I sampled and analyzed tree rings for different measures (width, density, etc.). There are 3 treatments, 3 plot per treatment, and 5 trees per plot. The ring time series is between 2000-2020, and the treatment started in the middle and continued thereafter consecutively through the next years, until 2020.
I would like to test whether there are differences between the 3 treatments in each year.
The data looks like this (showing only 'width' as the dependent variable here):
'data.frame': 1197 obs. of 13 variables:
$ trtmnt : Factor w/ 3 levels "Control",..: 3 3 3 3 3 3 3 3 3 3 ...
$ plot : Factor w/ 9 levels "1","2","3","4",..: 1 1 1 1 1 1 1 1 1 1 ...
$ tree : Factor w/ 57 levels "3006","3015",..: 1 1 1 1 1 1 1 1 1 1 ...
$ year : Factor w/ 21 levels "2000","2001",..: 21 20 19 18 17 16 15 14 13 12 ...
$ width : int 61 70 74 54 100 100 80 137 121 76 ...
I would like to account for the repeated measurements of the years of each tree.
For that, I tried a LMM in nlme (as well as similar code in glmmTMB, adjusted) with different approaches:
Mon_0 <- lme(fixed = width ~ trtmnt*year, random = ~ year | tree,
data = Mon)
Mon_1 <- lme(fixed = width ~ trtmnt*year, random = ~ 1 | tree,
data = Mon,
correlation = corAR1(form = ~ year | tree))
Mon_2 <- lme(fixed = width ~ trtmnt*year, random = ~ as.integer(year) | tree,
data = Mont,
correlation = corAR1(form = ~ year | tree))
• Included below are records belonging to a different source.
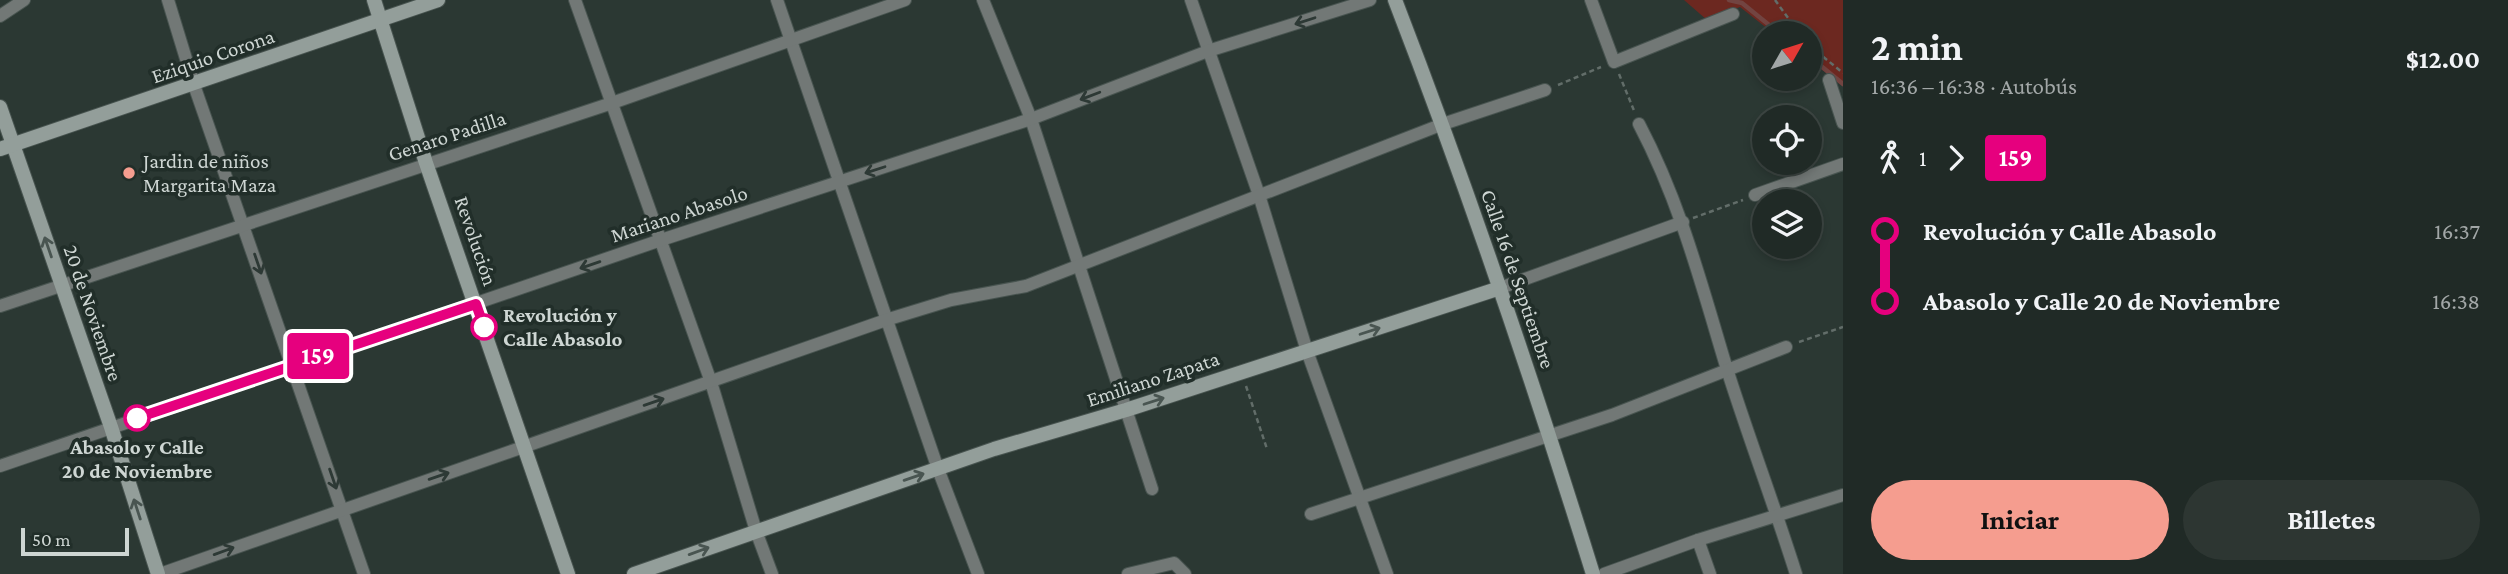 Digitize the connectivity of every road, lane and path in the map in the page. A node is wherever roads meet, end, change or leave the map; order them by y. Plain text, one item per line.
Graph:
1 (24, 0) edge
2 (168, 0) edge
3 (374, 0) edge
4 (438, 0) edge
5 (575, 0) edge
6 (777, 0) edge
7 (905, 0) edge
8 (983, 0) edge
9 (1191, 0) edge
10 (1370, 0) edge
11 (1395, 0) edge
12 (1591, 0) edge
13 (1775, 0) edge
14 (1733, 14) dead end
15 (0, 16) edge
16 (381, 20) junction
17 (1790, 21) edge
18 (791, 42) junction
19 (1208, 51) junction
20 (1822, 56) edge
21 (1614, 62) junction
22 (1843, 73) edge
23 (1829, 80) dead end
24 (194, 85) junction
25 (1545, 90) joint
26 (612, 103) junction
27 (0, 107) edge
28 (1031, 119) junction
29 (1843, 123) edge
30 (1443, 124) junction
31 (1640, 124) joint
32 (6, 147) edge
33 (426, 163) junction
34 (1843, 163) edge
35 (841, 181) junction
36 (1772, 189) edge
37 (1259, 195) junction
38 (1752, 196) edge
39 (1684, 222) junction
40 (244, 224) junction
41 (661, 240) junction
42 (1081, 264) junction
43 (61, 285) junction
44 (1500, 288) junction
45 (476, 304) junction
46 (0, 306) edge
47 (888, 319) junction
48 (1843, 327) edge
49 (1786, 347) joint
50 (1307, 351) junction
51 (293, 365) junction
52 (1727, 368) junction
53 (1241, 373) junction
54 (711, 382) junction
55 (1126, 410) junction
56 (111, 427) junction
57 (1550, 436) junction
58 (525, 446) junction
59 (1267, 449) dead end
60 (0, 466) edge
61 (938, 469) junction
62 (1152, 489) dead end
63 (1843, 495) edge
64 (1362, 498) junction
65 (344, 509) junction
66 (1311, 514) dead end
67 (1777, 515) junction
68 (756, 531) junction
69 (1698, 540) junction
70 (159, 574) edge
71 (365, 574) edge
72 (568, 574) edge
73 (634, 574) edge
74 (772, 574) edge
75 (978, 574) edge
76 (1128, 574) edge
77 (1185, 574) edge
78 (1387, 574) edge
79 (1593, 574) edge
80 (1604, 574) edge
81 (1710, 574) edge
82 (1796, 574) edge

1 - 15 street
2 - 24 street
3 - 16 street, Revolución
4 - 16 street, Eziquio Corona
5 - 26 street
6 - 18 street
7 - 18 street, Genaro Padilla
8 - 28 street
9 - 19 street
10 -> 19 street, Mariano Abasolo
11 - 30 street, Calle 16 de Septiembre
12 - 21 street
13 - 17 path
14 - 21 street
16 - 24 street, Eziquio Corona
16 - 33 street, Revolución
18 - 26 street, Genaro Padilla
18 - 35 street
19 -> 28 street, Mariano Abasolo
19 - 37 street
20 - 22 path
21 - 25 path
21 - 31 path
23 - 29 street
24 - 32 street, Eziquio Corona
24 - 40 street
25 - 30 street
26 - 33 street, Genaro Padilla
26 - 41 street
27 - 32 street, 20 de Noviembre
28 -> 35 street, Mariano Abasolo
28 - 42 street
30 - 37 street
30 - 44 street, Calle 16 de Septiembre
31 - 39 street
43 -> 32 street, 20 de Noviembre
33 - 40 street, Genaro Padilla
33 - 45 street, Revolución
34 - 36 street
35 - 41 street, Mariano Abasolo
35 - 47 street
37 - 42 street
37 - 50 street
38 - 39 path
39 - 44 street, Emiliano Zapata
39 - 52 street
40 - 43 street, Genaro Padilla
40 -> 51 street
41 -> 45 street, Mariano Abasolo
41 - 54 street
42 - 47 street
42 - 55 street
43 - 46 street, Genaro Padilla
43 - 56 street, 20 de Noviembre
50 -> 44 street, Emiliano Zapata
44 - 57 street, Calle 16 de Septiembre
45 - 51 street, Mariano Abasolo
45 - 58 street, Revolución
47 - 54 street
47 - 61 street
48 - 49 path
49 - 52 street
50 - 53 street, Emiliano Zapata
50 - 64 street
51 - 56 street, Mariano Abasolo
51 -> 65 street
52 - 57 street
52 - 67 street
55 -> 53 street, Emiliano Zapata
53 - 59 path
58 -> 54 street
54 - 68 street
55 - 61 street, Emiliano Zapata
55 - 62 street
56 - 60 street, Mariano Abasolo
70 -> 56 street, 20 de Noviembre
57 - 64 street
57 - 79 street, Calle 16 de Septiembre
65 -> 58 street
58 - 72 street, Revolución
68 -> 61 street, Emiliano Zapata
61 - 75 street
63 - 67 street
64 - 66 street
64 - 78 street
70 -> 65 street
65 - 71 street
67 - 69 street
67 - 82 street
73 -> 68 street, Emiliano Zapata
68 - 74 street
69 - 80 street
69 - 81 street
76 - 77 street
Considering the repeated measures, I initially added year as a random slope with the random effect of tree, then as an autoregressive term. Then both. Each gave a better AIC than the previous. Yet, the model fit of predicted-observed is better for the first model (higher R2). Also, glmmTMB gives better AIC than nlme overall.
Mon_tmb0 <- glmmTMB(formula = width ~ trtmnt*year + (year | tree),
data = Mont,
family = gaussian(link = 'identity'), REML = TRUE)
After the LMM, a pairwise with Tukey in emmeans.
I will note that I was not able to completely figure how to compute properly an autocorrelation test (to understand if it is even appropriate to use an AR term).
acf.1 <- residuals(model)appears lacking.
Do I need to separate and perform acf for each tree individually? What would be the right code considering my ar1 and random slopes models? Or is a different approach completely necessary here?
Wanted to get some input on whether I am on the right path or not. Any comments suggestions would be valuable. Thanks!